Em 20/06/2016
O ano de 2015 estabeleceu um recorde amargo, com 65,3 milhões de refugiados e deslocados obrigados a deixar suas casas ou seus países de origem em consequência das guerras ou como vítimas de perseguições, anunciou A Agência da ONU para os Refugiados. Desde 2011, quando começou a guerra na Síria, o número aumenta ano após ano, de acordo com as estatísticas do Alto Comissariado das Nações Unidas para os Refugiados(Acnur).
O número registrou alta de 9,7% na comparação com 2014, depois de uma estabilidade entre 1996 e 2011. Esta é a primeira vez que a quantidade de deslocados superar 60 milhões de pessoas, número equivalente à população do Reino Unido.

O alto comissário para os refugiados, Filippo Grandi, que assumiu o cargo no início de 2016, destacou que "os fatores de ameaça para os refugiados se multiplicaram". "Vivemos em um mundo desigual, há guerras, conflitos, e é inevitável que as pessoas queiram seguir para um local mais seguro", disse Grandi durante a apresentação do relatório, em Genebra, publicado no Dia Mundial do Refugiado.

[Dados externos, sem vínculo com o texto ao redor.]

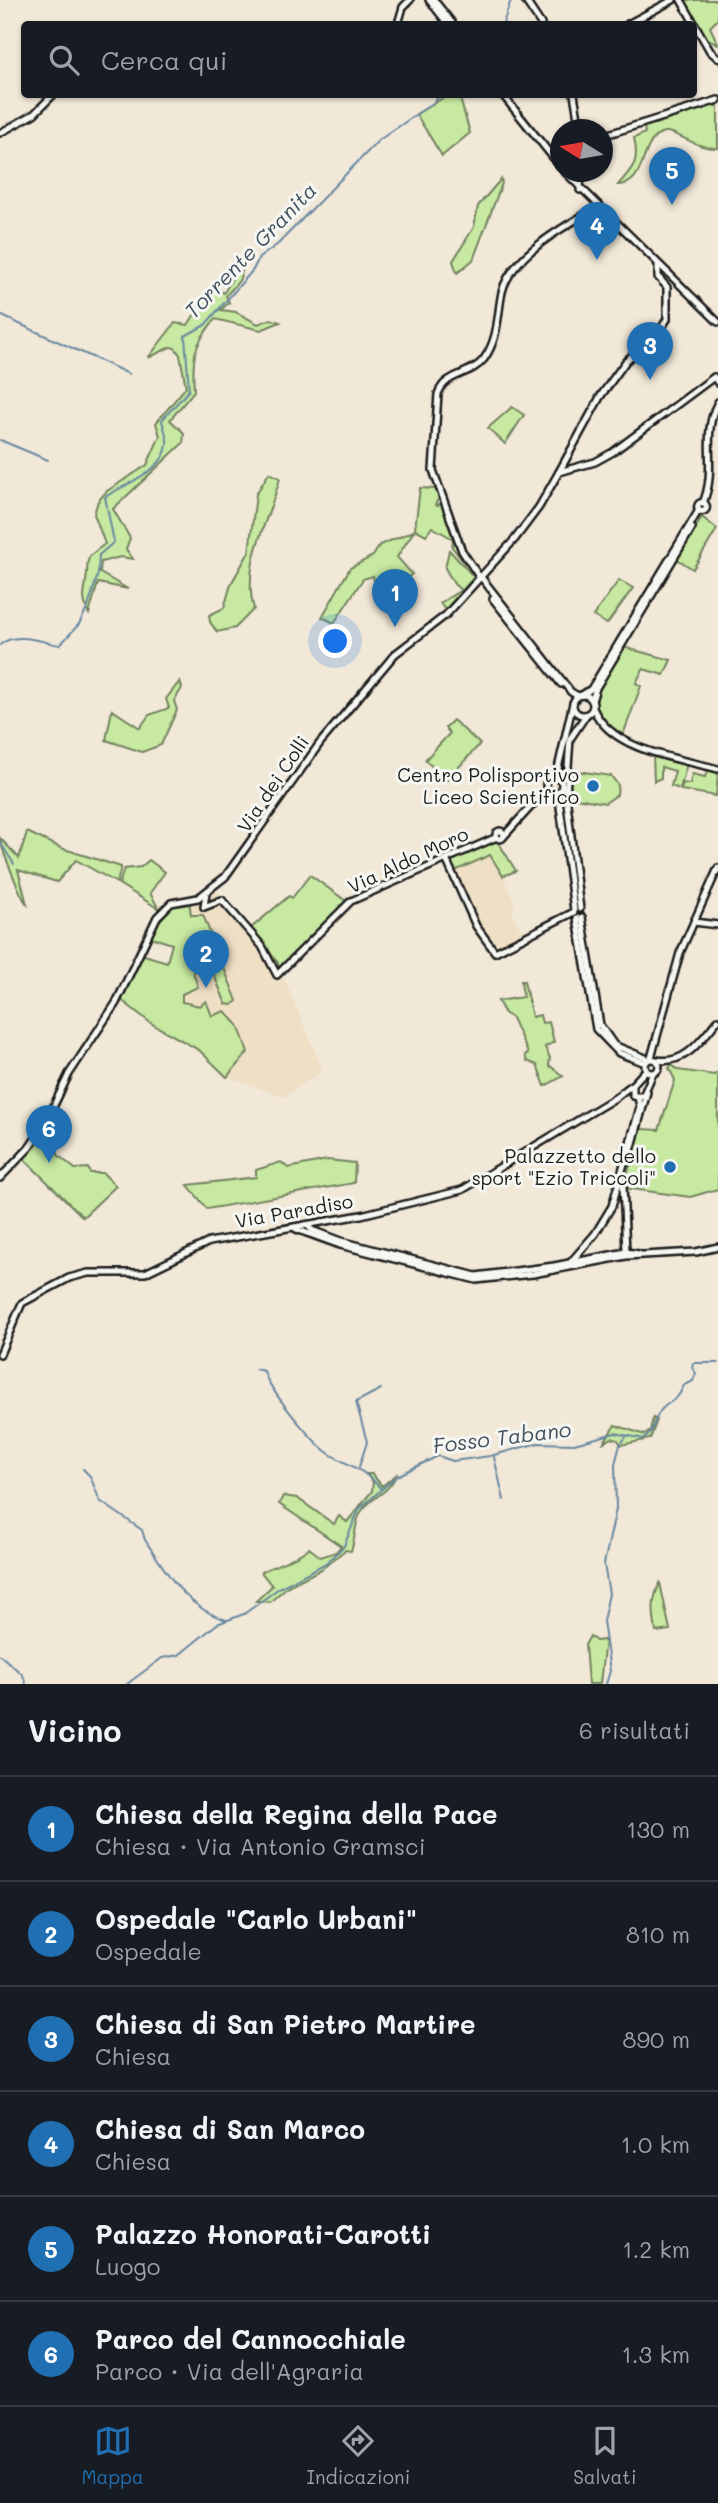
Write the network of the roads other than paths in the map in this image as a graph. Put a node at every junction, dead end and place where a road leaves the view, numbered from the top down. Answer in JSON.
{"nodes":[{"id":1,"x":410,"y":0,"type":"edge"},
{"id":2,"x":431,"y":0,"type":"edge"},
{"id":3,"x":525,"y":0,"type":"edge"},
{"id":4,"x":673,"y":0,"type":"edge"},
{"id":5,"x":681,"y":0,"type":"edge"},
{"id":6,"x":403,"y":3,"type":"edge"},
{"id":7,"x":399,"y":21,"type":"edge"},
{"id":8,"x":448,"y":21,"type":"edge"},
{"id":9,"x":539,"y":21,"type":"edge"},
{"id":10,"x":634,"y":21,"type":"edge"},
{"id":11,"x":693,"y":21,"type":"edge"},
{"id":12,"x":697,"y":28,"type":"edge"},
{"id":13,"x":718,"y":58,"type":"edge"},
{"id":14,"x":50,"y":98,"type":"edge"},
{"id":15,"x":508,"y":98,"type":"edge"},
{"id":16,"x":575,"y":98,"type":"edge"},
{"id":17,"x":717,"y":101,"type":"edge"},
{"id":18,"x":578,"y":119,"type":"edge"},
{"id":19,"x":0,"y":133,"type":"edge"},
{"id":20,"x":613,"y":133,"type":"edge"},
{"id":21,"x":550,"y":153,"type":"edge"},
{"id":22,"x":573,"y":182,"type":"edge"},
{"id":23,"x":580,"y":182,"type":"edge"},
{"id":24,"x":580,"y":190,"type":"junction"},
{"id":25,"x":598,"y":207,"type":"junction"},
{"id":26,"x":658,"y":265,"type":"junction"},
{"id":27,"x":718,"y":322,"type":"edge"},
{"id":28,"x":718,"y":383,"type":"edge"},
{"id":29,"x":717,"y":404,"type":"edge"},
{"id":30,"x":559,"y":472,"type":"junction"},
{"id":31,"x":700,"y":511,"type":"junction"},
{"id":32,"x":480,"y":578,"type":"junction"},
{"id":33,"x":577,"y":698,"type":"junction"},
{"id":34,"x":592,"y":701,"type":"junction"},
{"id":35,"x":593,"y":708,"type":"junction"},
{"id":36,"x":586,"y":715,"type":"junction"},
{"id":37,"x":598,"y":719,"type":"junction"},
{"id":38,"x":569,"y":751,"type":"junction"},
{"id":39,"x":718,"y":769,"type":"edge"},
{"id":40,"x":559,"y":779,"type":"junction"},
{"id":41,"x":546,"y":786,"type":"junction"},
{"id":42,"x":559,"y":791,"type":"junction"},
{"id":43,"x":566,"y":808,"type":"junction"},
{"id":44,"x":446,"y":859,"type":"junction"},
{"id":45,"x":718,"y":867,"type":"edge"},
{"id":46,"x":206,"y":893,"type":"junction"},
{"id":47,"x":577,"y":914,"type":"junction"},
{"id":48,"x":694,"y":922,"type":"junction"},
{"id":49,"x":718,"y":925,"type":"edge"},
{"id":50,"x":718,"y":1020,"type":"edge"},
{"id":51,"x":650,"y":1062,"type":"junction"},
{"id":52,"x":653,"y":1073,"type":"junction"},
{"id":53,"x":633,"y":1084,"type":"junction"},
{"id":54,"x":647,"y":1092,"type":"junction"},
{"id":55,"x":636,"y":1096,"type":"junction"},
{"id":56,"x":615,"y":1098,"type":"junction"},
{"id":57,"x":0,"y":1178,"type":"edge"},
{"id":58,"x":317,"y":1223,"type":"junction"},
{"id":59,"x":307,"y":1225,"type":"junction"},
{"id":60,"x":293,"y":1227,"type":"junction"},
{"id":61,"x":308,"y":1233,"type":"junction"},
{"id":62,"x":316,"y":1233,"type":"junction"},
{"id":63,"x":718,"y":1247,"type":"edge"},
{"id":64,"x":626,"y":1254,"type":"junction"},
{"id":65,"x":571,"y":1265,"type":"junction"},
{"id":66,"x":0,"y":1354,"type":"edge"}],
"edges":[{"from":1,"to":6,"type":"street"},
{"from":2,"to":8,"type":"street"},
{"from":3,"to":9,"type":"street"},
{"from":4,"to":10,"type":"street"},
{"from":5,"to":11,"type":"street"},
{"from":6,"to":7,"type":"street"},
{"from":12,"to":13,"type":"street"},
{"from":14,"to":19,"type":"street"},
{"from":15,"to":21,"type":"street"},
{"from":16,"to":18,"type":"street"},
{"from":17,"to":20,"type":"street"},
{"from":22,"to":24,"type":"street"},
{"from":23,"to":24,"type":"street"},
{"from":24,"to":25,"type":"street"},
{"from":25,"to":26,"type":"street"},
{"from":25,"to":32,"type":"street"},
{"from":26,"to":27,"type":"street"},
{"from":26,"to":30,"type":"street","name":"Via dei Colli"},
{"from":28,"to":30,"type":"street"},
{"from":29,"to":31,"type":"street"},
{"from":30,"to":32,"type":"street","name":"Via dei Colli"},
{"from":31,"to":33,"type":"street"},
{"from":31,"to":34,"type":"street"},
{"from":32,"to":33,"type":"street"},
{"from":32,"to":46,"type":"street","name":"Via dei Colli"},
{"from":33,"to":34,"type":"street"},
{"from":33,"to":36,"type":"street"},
{"from":33,"to":40,"type":"street"},
{"from":34,"to":35,"type":"street"},
{"from":35,"to":36,"type":"street"},
{"from":35,"to":37,"type":"street"},
{"from":36,"to":37,"type":"street"},
{"from":36,"to":38,"type":"street"},
{"from":37,"to":39,"type":"street"},
{"from":38,"to":40,"type":"street"},
{"from":38,"to":43,"type":"street"},
{"from":40,"to":41,"type":"street"},
{"from":40,"to":42,"type":"street"},
{"from":41,"to":42,"type":"street"},
{"from":41,"to":44,"type":"street","name":"Via Aldo Moro"},
{"from":42,"to":43,"type":"street"},
{"from":42,"to":47,"type":"street"},
{"from":43,"to":47,"type":"street"},
{"from":44,"to":46,"type":"street","name":"Via Aldo Moro"},
{"from":44,"to":47,"type":"street"},
{"from":45,"to":48,"type":"street"},
{"from":46,"to":57,"type":"street"},
{"from":47,"to":51,"type":"street"},
{"from":48,"to":49,"type":"street"},
{"from":48,"to":51,"type":"street"},
{"from":50,"to":51,"type":"street"},
{"from":51,"to":52,"type":"street"},
{"from":51,"to":52,"type":"street"},
{"from":51,"to":53,"type":"street","name":"Via Paradiso"},
{"from":52,"to":54,"type":"street"},
{"from":53,"to":55,"type":"street"},
{"from":53,"to":56,"type":"street","name":"Via Paradiso"},
{"from":54,"to":55,"type":"street"},
{"from":54,"to":64,"type":"street"},
{"from":55,"to":56,"type":"street"},
{"from":55,"to":65,"type":"street"},
{"from":56,"to":58,"type":"street","name":"Via Paradiso"},
{"from":58,"to":59,"type":"street","name":"Via Paradiso"},
{"from":58,"to":62,"type":"street"},
{"from":59,"to":60,"type":"street","name":"Via Paradiso"},
{"from":59,"to":61,"type":"street"},
{"from":59,"to":62,"type":"street"},
{"from":60,"to":61,"type":"street"},
{"from":60,"to":66,"type":"street","name":"Via Paradiso"},
{"from":61,"to":65,"type":"street"},
{"from":62,"to":65,"type":"street"},
{"from":63,"to":64,"type":"street"},
{"from":64,"to":65,"type":"street"}]}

Jan Egeland, secretário-geral da ONG Conselho Norueguês para os Refugiados (NRC), que ajudou na elaboração do documento, afirmou que os refugiados "são vítimas de uma paralisação geral" dos governos em todo o mundo, que "renunciam a suas responsabilidades".

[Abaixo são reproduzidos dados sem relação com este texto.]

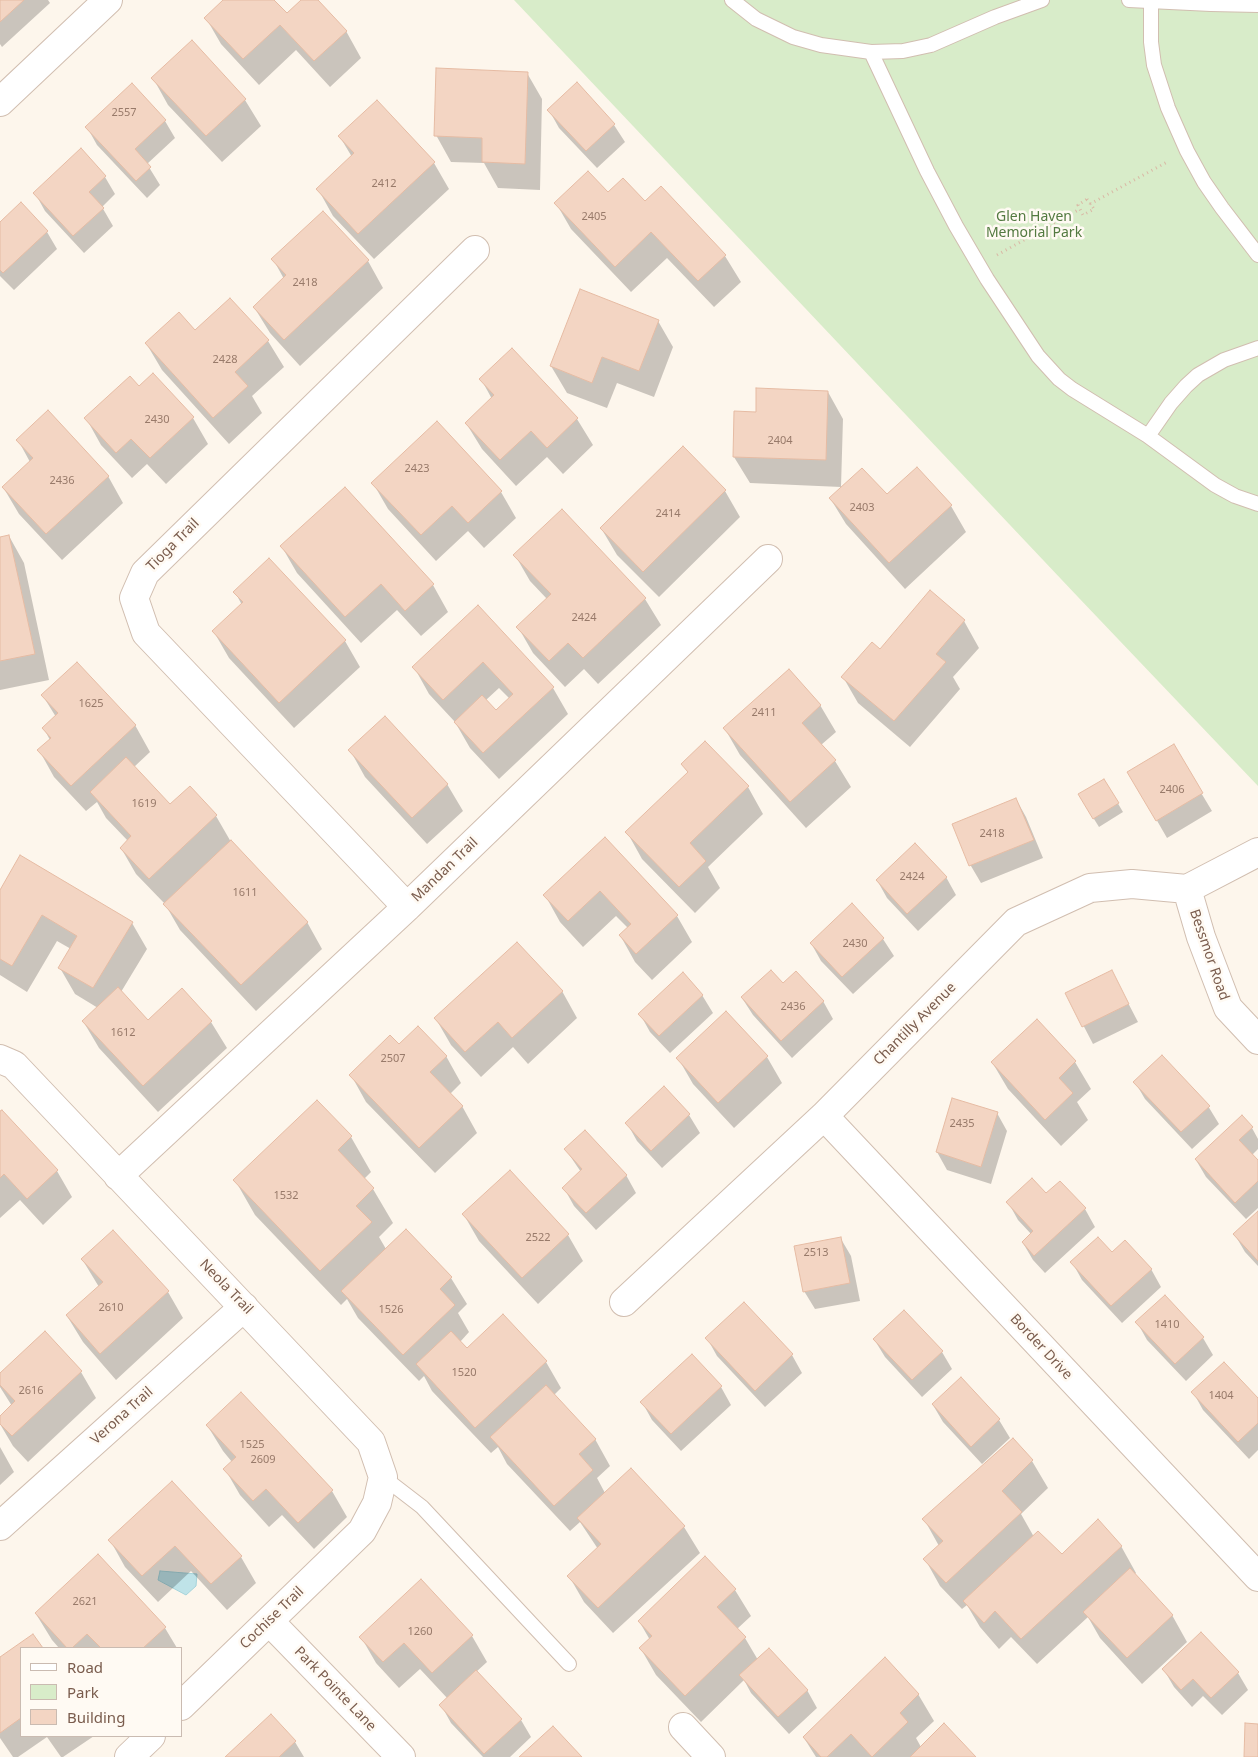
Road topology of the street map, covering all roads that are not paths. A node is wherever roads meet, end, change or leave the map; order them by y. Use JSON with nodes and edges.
{"nodes":[{"id":1,"x":108,"y":0,"type":"edge"},
{"id":2,"x":732,"y":0,"type":"edge"},
{"id":3,"x":1042,"y":0,"type":"edge"},
{"id":4,"x":1129,"y":0,"type":"edge"},
{"id":5,"x":1151,"y":1,"type":"edge"},
{"id":6,"x":1258,"y":5,"type":"edge"},
{"id":7,"x":871,"y":52,"type":"junction"},
{"id":8,"x":0,"y":102,"type":"edge"},
{"id":9,"x":475,"y":250,"type":"dead end"},
{"id":10,"x":1258,"y":255,"type":"edge"},
{"id":11,"x":1258,"y":348,"type":"edge"},
{"id":12,"x":1148,"y":436,"type":"junction"},
{"id":13,"x":1258,"y":504,"type":"edge"},
{"id":14,"x":768,"y":559,"type":"dead end"},
{"id":15,"x":1258,"y":852,"type":"edge"},
{"id":16,"x":1187,"y":889,"type":"junction"},
{"id":17,"x":406,"y":907,"type":"junction"},
{"id":18,"x":1258,"y":1040,"type":"edge"},
{"id":19,"x":7,"y":1062,"type":"edge"},
{"id":20,"x":824,"y":1116,"type":"junction"},
{"id":21,"x":118,"y":1176,"type":"junction"},
{"id":22,"x":624,"y":1302,"type":"dead end"},
{"id":23,"x":244,"y":1307,"type":"junction"},
{"id":24,"x":383,"y":1477,"type":"junction"},
{"id":25,"x":0,"y":1526,"type":"edge"},
{"id":26,"x":1258,"y":1577,"type":"edge"},
{"id":27,"x":269,"y":1621,"type":"junction"},
{"id":28,"x":569,"y":1664,"type":"dead end"},
{"id":29,"x":182,"y":1705,"type":"edge"},
{"id":30,"x":683,"y":1727,"type":"dead end"},
{"id":31,"x":150,"y":1737,"type":"edge"},
{"id":32,"x":129,"y":1757,"type":"edge"},
{"id":33,"x":401,"y":1757,"type":"edge"},
{"id":34,"x":711,"y":1757,"type":"edge"}],
"edges":[{"from":1,"to":8,"type":"street"},
{"from":2,"to":7,"type":"lane"},
{"from":3,"to":7,"type":"lane"},
{"from":4,"to":5,"type":"lane"},
{"from":5,"to":6,"type":"lane"},
{"from":5,"to":10,"type":"lane"},
{"from":7,"to":12,"type":"lane"},
{"from":9,"to":17,"type":"street","name":"Tioga Trail"},
{"from":11,"to":12,"type":"lane"},
{"from":12,"to":13,"type":"lane"},
{"from":14,"to":17,"type":"street","name":"Mandan Trail"},
{"from":15,"to":16,"type":"street"},
{"from":16,"to":18,"type":"street","name":"Bessmor Road"},
{"from":16,"to":20,"type":"street","name":"Chantilly Avenue"},
{"from":17,"to":21,"type":"street","name":"Mandan Trail"},
{"from":19,"to":21,"type":"street","name":"Neola Trail"},
{"from":20,"to":22,"type":"street","name":"Chantilly Avenue"},
{"from":20,"to":26,"type":"street","name":"Border Drive"},
{"from":21,"to":23,"type":"street","name":"Neola Trail"},
{"from":23,"to":24,"type":"street","name":"Neola Trail"},
{"from":23,"to":25,"type":"street","name":"Verona Trail"},
{"from":24,"to":27,"type":"street","name":"Cochise Trail"},
{"from":24,"to":28,"type":"lane"},
{"from":27,"to":29,"type":"street","name":"Cochise Trail"},
{"from":27,"to":33,"type":"street","name":"Park Pointe Lane"},
{"from":30,"to":34,"type":"street"},
{"from":31,"to":32,"type":"street"}]}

De acordo com Grandi, a maioria das crises que empurram os deslocados para o exílio são as mesmas, ano após ano, com a Síria como principal conflito no mundo. Mas em 2015 surgiram novas situações de emergência, do Burundi ao Sudão do Sul e o Afeganistão.

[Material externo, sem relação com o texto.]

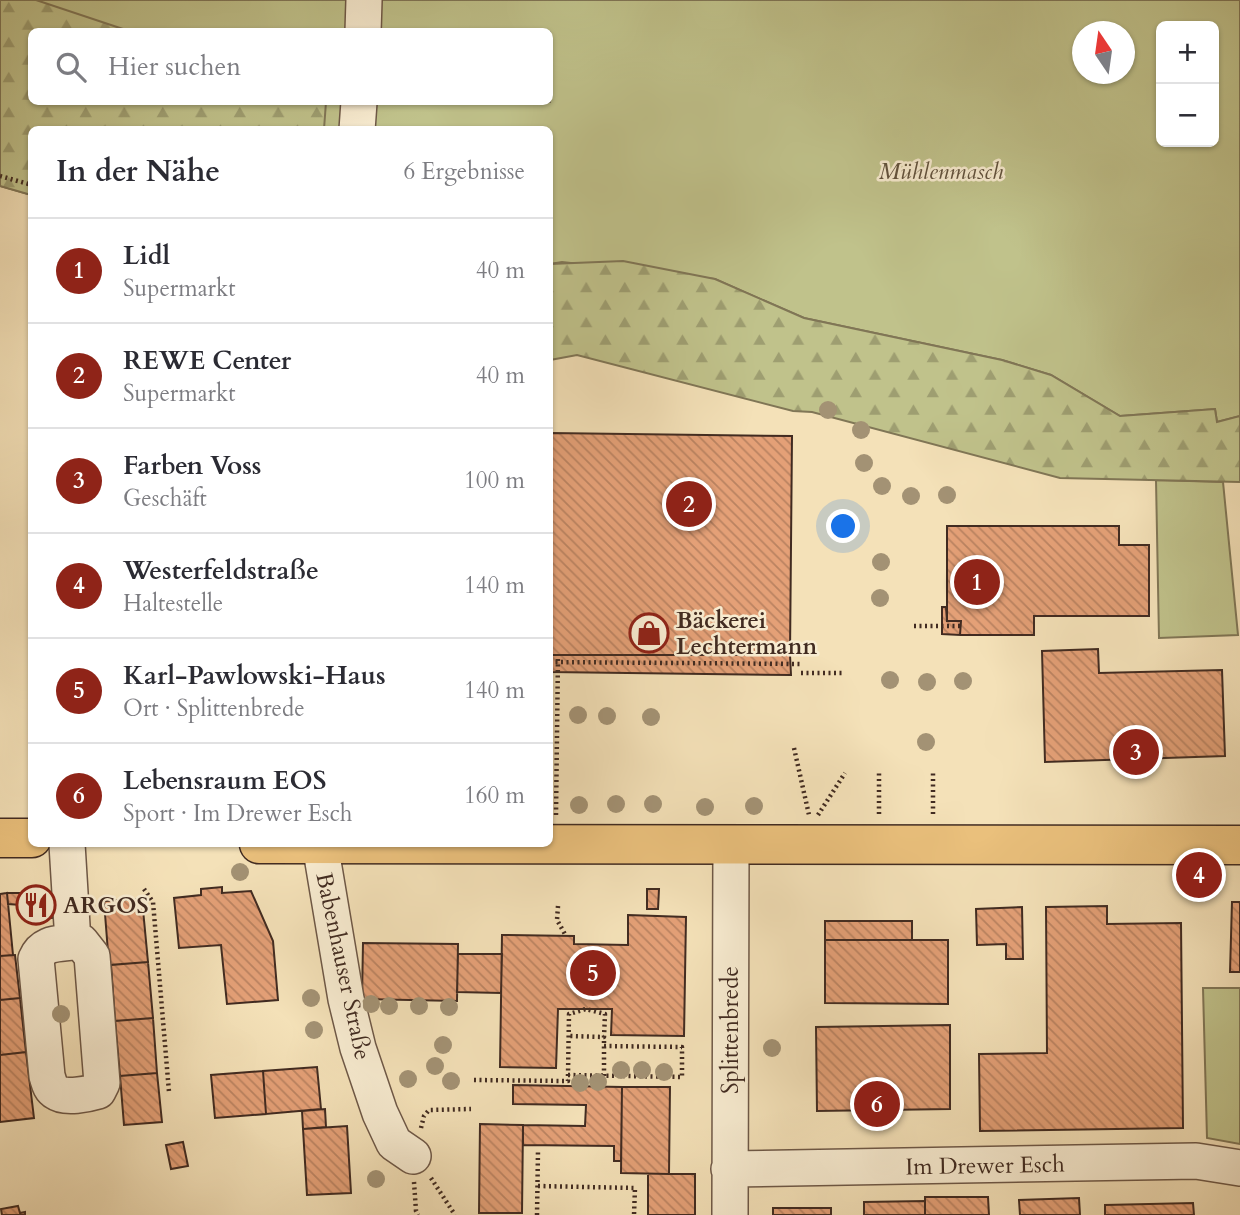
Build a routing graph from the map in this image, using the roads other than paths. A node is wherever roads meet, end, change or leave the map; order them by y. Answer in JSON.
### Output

Grandi indicou que atualmente os afegãos são o segundo grupo de refugiados mais numerosos em todo o planeta, atrás apenas dos sírios, que somam quase cinco milhões de pessoas. O número representa uma forte alta na comparação com 2014, quando 59,5 milhões de pessoas se viram obrigadas a abandonar suas casas.

O número de refugiados, pessoas obrigadas a deixar seu país, subiu a 21,3 milhões e a quantidade de deslocados que migraram dentro das fronteiras de seu próprio país chegou a 40,8 milhões. Os demais são 3,2 milhões de demandantes de asilo nos países ricos.